Libya: The Politics of Intervention

Following the imposition of a no-fly zone on Libya by the UN Security Council, President Barack Obama gave a speech Friday outlining what the United States will and will not do to counter Moammar Gadhafi's brutal regime, and the factors influencing his administration's decision.

A popular criticism of the Obama administration in recent weeks has been that its response to the Libyan crisis has been sluggish, the government perceived as idling while Colonel Gadhafi threatens and commits violence against his own people. But the president began his speech by saying the U.S. had reacted "swiftly" to the unfolding conflict. That might ring hollow with many detractors, but Dirk Vandewalle, a professor of Government at Rutgers University, said that considering the task of achieving international consensus, this response has been relatively quick.

"If you realize that in roughly the last two weeks, the administration managed to get a number of partners—the E.U., the Arab League, the African Union, the G8, and the UN Security Council, where China and Russia had to be coddled—they managed to bring all these partners togehter resutling in the Security Council resolution," Vandewalle said. "In a sense, it is quite speedy. Could it have been faster? Maybe, but that's looking in perfect hindsight."

President Obama was careful Friday to highlight his prerequisites for U.S. action, and what the scope of our involvement would be. The president said that the situation in Libya has escalated to a point where it threatens the stability of the entire Middle East, which has already been fraught with revolutionary turmoil for months. He mentioned the Arab League numerous times, which just last week voted unanimously in favor of implementing a no-fly zone. The UN resolution appears to have been the last domino that needed to fall.

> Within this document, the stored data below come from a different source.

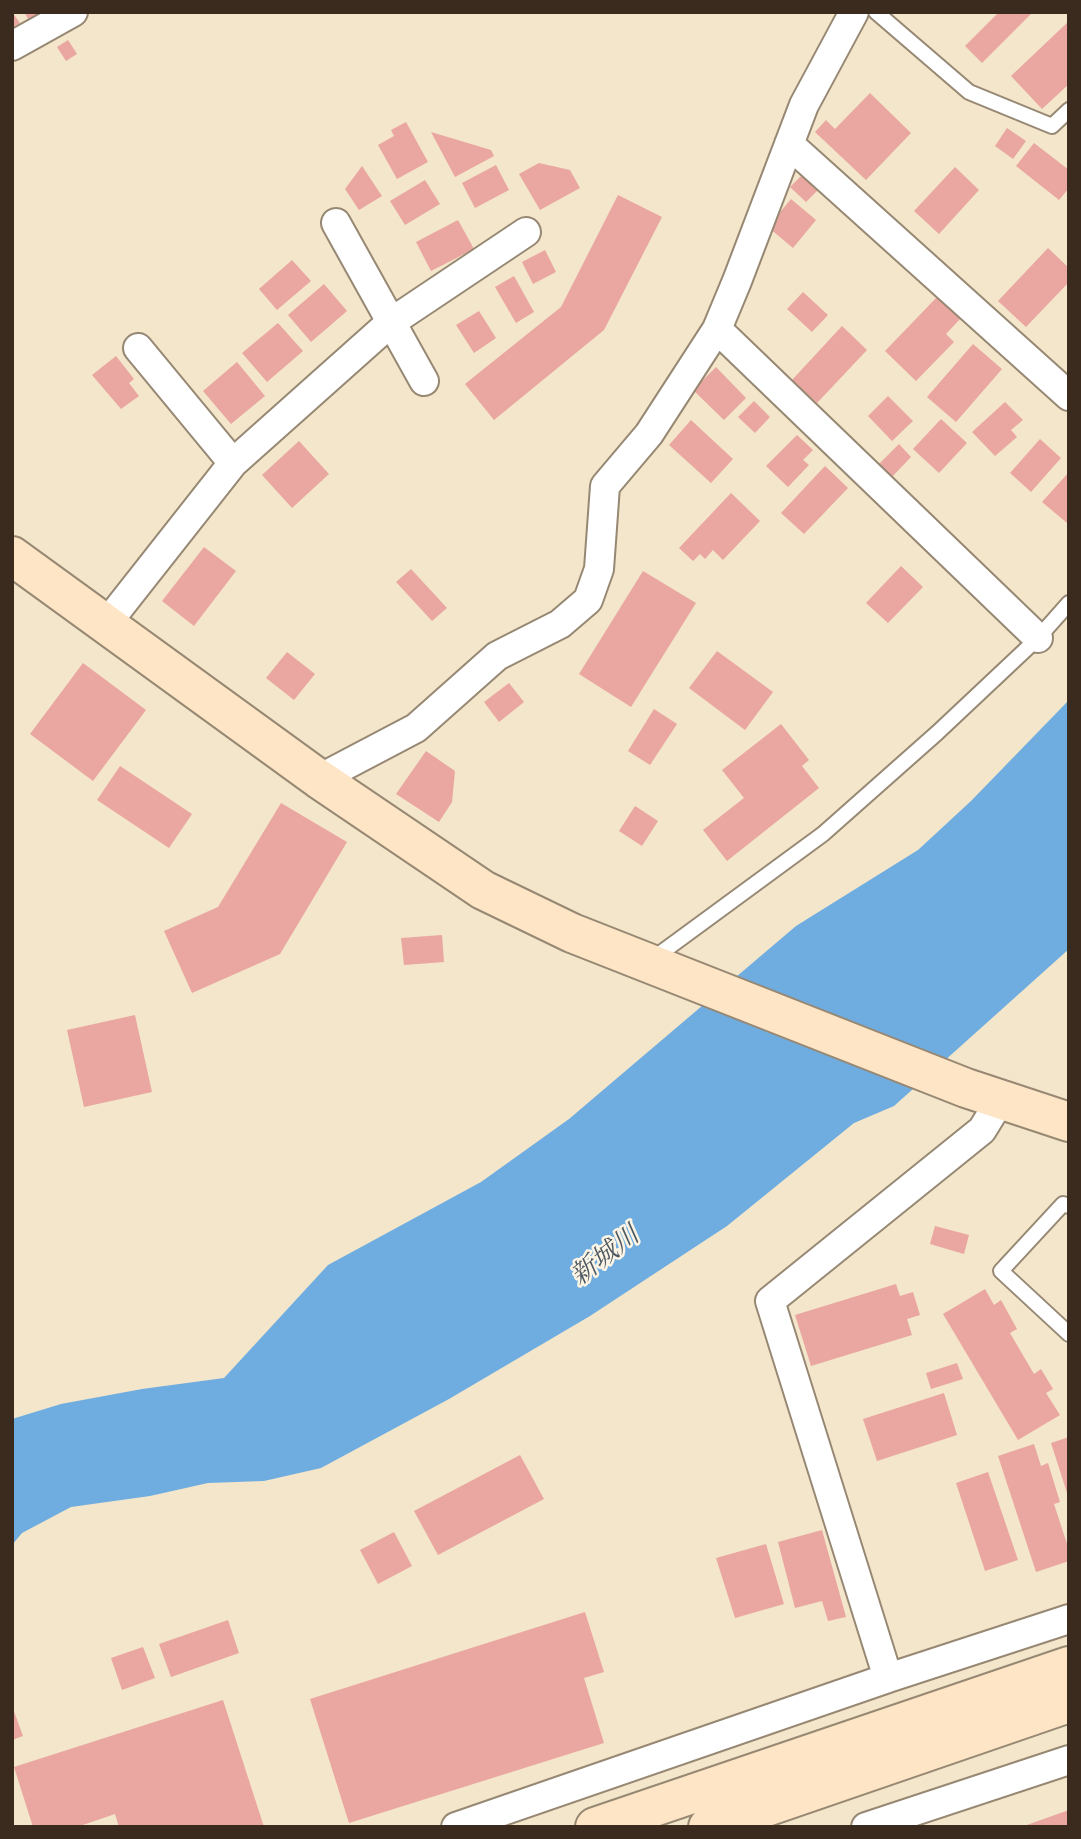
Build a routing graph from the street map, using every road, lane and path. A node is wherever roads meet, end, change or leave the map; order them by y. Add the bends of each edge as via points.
1 (73, 12) edge
2 (854, 12) edge
3 (876, 12) edge
4 (12, 46) edge
5 (1069, 110) edge
6 (789, 144) junction
7 (336, 223) dead end
8 (526, 232) dead end
9 (390, 323) junction
10 (717, 330) junction
11 (138, 348) dead end
12 (424, 381) dead end
13 (1069, 396) edge
14 (233, 463) junction
15 (12, 556) edge
16 (1069, 603) edge
17 (107, 623) junction
18 (1038, 638) junction
19 (319, 779) junction
20 (656, 965) junction
21 (984, 1094) junction
22 (1069, 1122) edge
23 (1069, 1206) edge
24 (1069, 1334) edge
25 (1069, 1619) edge
26 (1069, 1666) edge
27 (888, 1678) junction
28 (1069, 1703) edge
29 (1069, 1760) edge
30 (811, 1773) junction
31 (456, 1827) edge
32 (595, 1827) edge
33 (708, 1827) edge
34 (866, 1827) edge

1 - 4 street
2 - 6 street via 804,104
3 - 5 lane via 969,92 1052,126
6 - 10 street
6 - 13 street
7 - 9 street
8 - 9 street
9 - 12 street
9 - 14 street
10 - 18 street
10 - 19 street via 649,434 605,486 599,569 588,600 560,624 496,656 416,728
11 - 14 street
14 - 17 street
15 - 17 street
16 - 18 lane
17 - 19 street
18 - 20 lane via 823,834
19 - 20 street via 483,890 572,933
20 - 21 street
21 - 22 street
21 - 27 street via 982,1130 770,1301
23 - 24 lane via 1063,1204 1002,1271
25 - 27 street
26 - 30 street
27 - 31 street
28 - 30 street
29 - 34 street
30 - 32 street
30 - 33 street

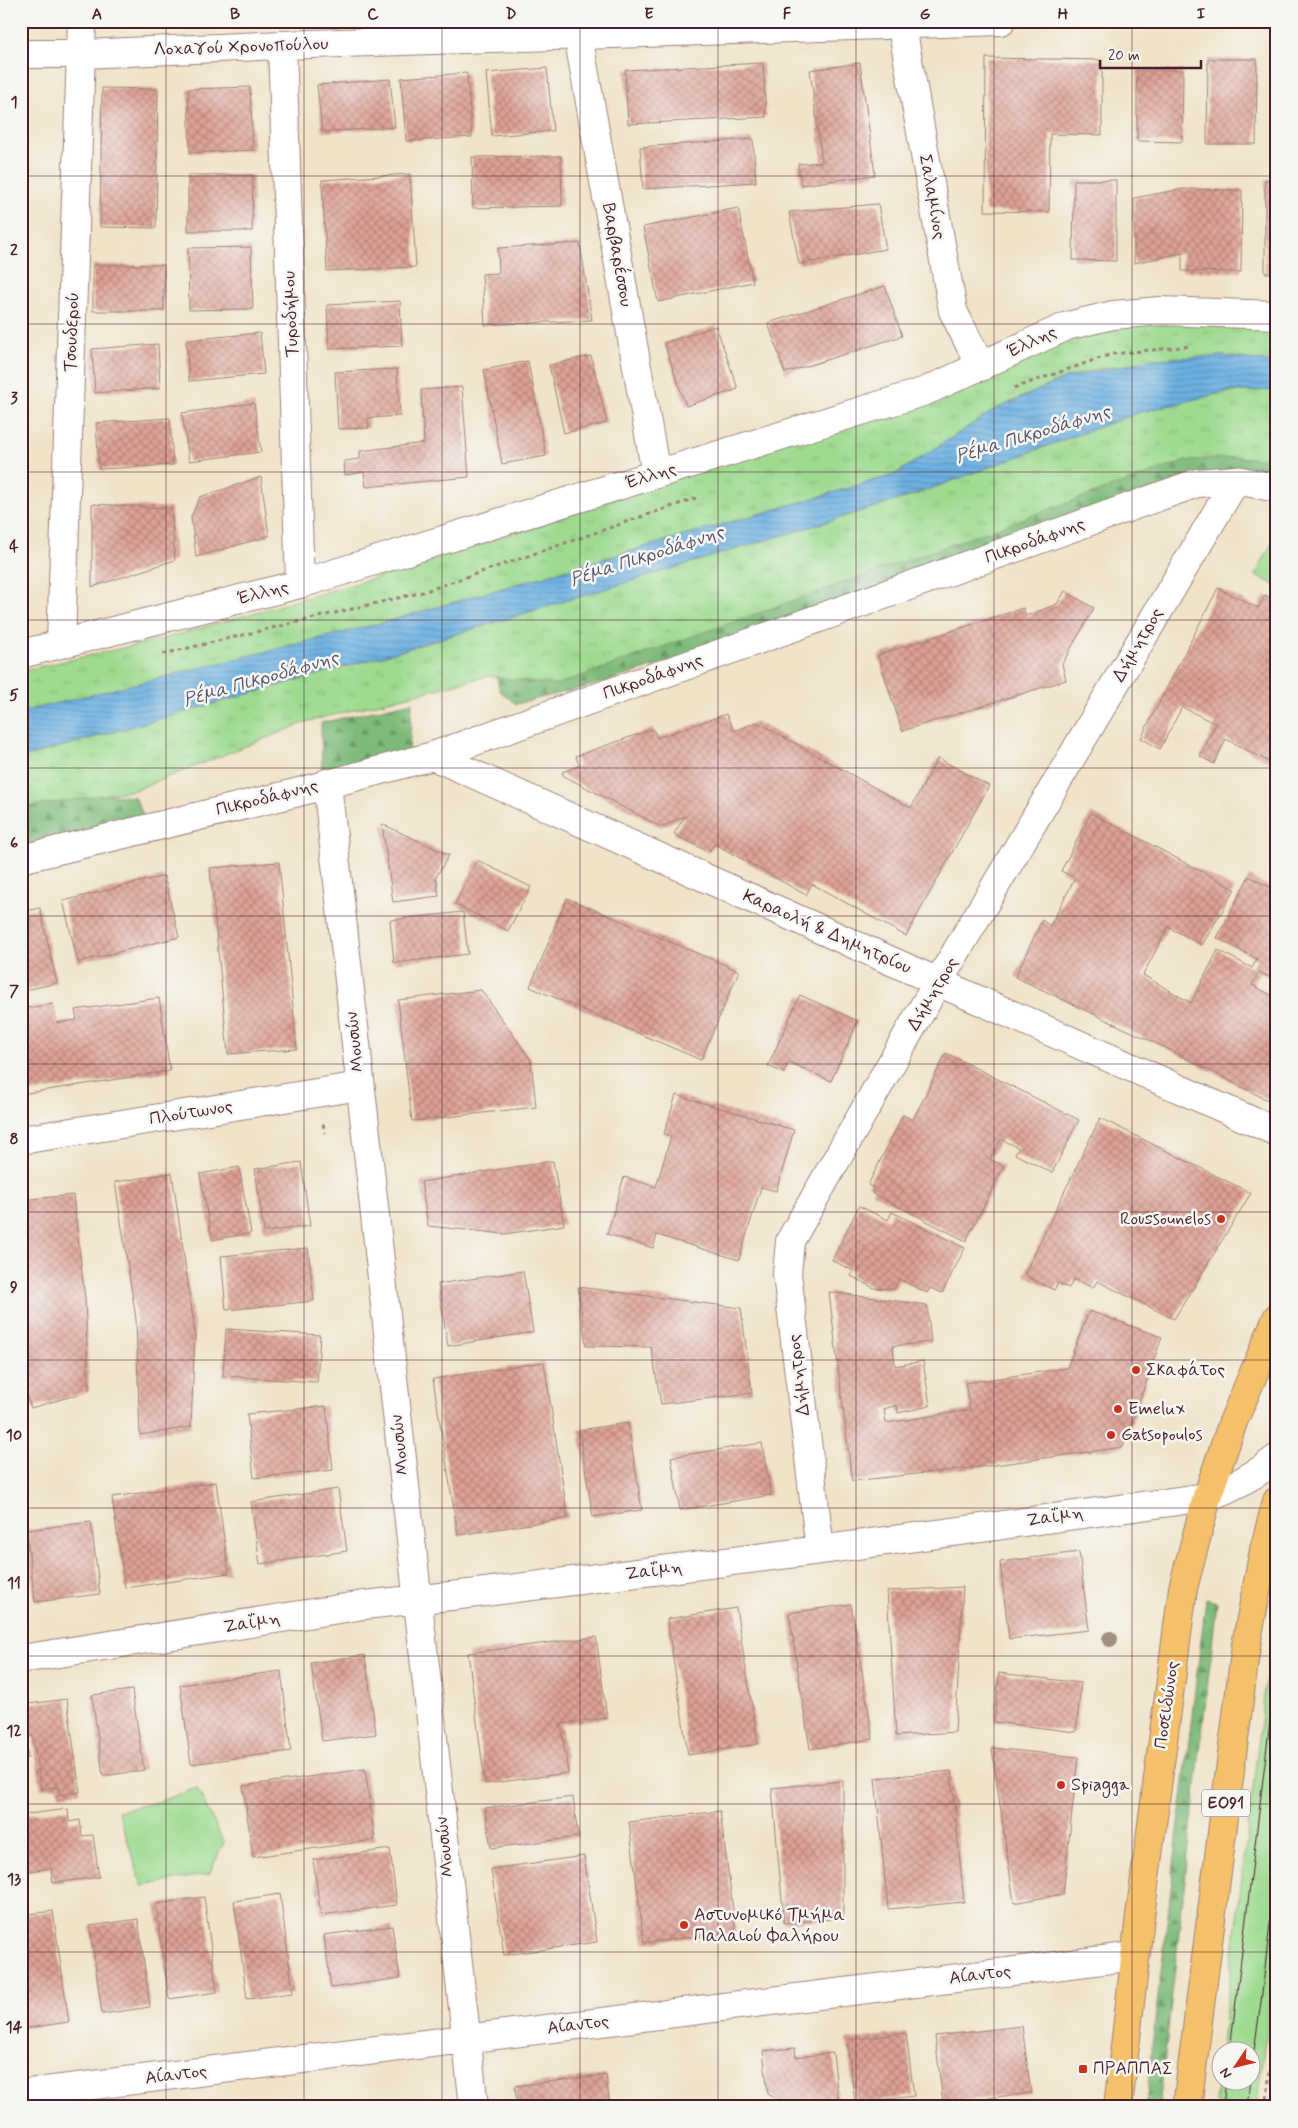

Clearly, Obama has been trying to avoid jumping the gun, which is how many critics of the George W. Bush administration would characterize that president's forays into Iraq and Afghanistan. Consent from the international community was necessary for the president to present an image of reluctant determination; intervention in Libya has become necessary, but at least the U.S. won't be going it alone. Equally important, judging by the president's emphasis, was the resolution of the Arab League, suggesting that other Middle East nations would uncharacteristically welcome foreign involvement in the situation.

"Once the Arab League fell in and then the Security Council was willing to do it, you had the two pieces the administration had been looking for so it could argue it went in as part of multilateral force, not another action of the U.S. against a third Muslim country now," Vandewalle said.

The President said Friday that U.S. troops would not be deployed on the ground in Libya, saying the international community had a "well-defined goal" in ensuring the safety of the Libyan people. The president said he would not send the military beyond that goal.

However, Professor Vandewalle said that many questions remain unanswered. The no-fly zone is only the beginning; a promise to keep troops off the ground may be broken in the face of unforeseen consequences.

"What do we do if Gadhafi is serious about cease-fire?" Vandewalle asked. "Do we then not bomb? That doesn't really resolve the situation, so how do we get out of that limbo. If we do decide to intervene, and we push troops back from Benghazi, do we insist on going to Tripoli? Do we insist on removing Gadhafi at that point? There's a whole number of practical details now emerging that no one really had time to think about before this agreement was reached."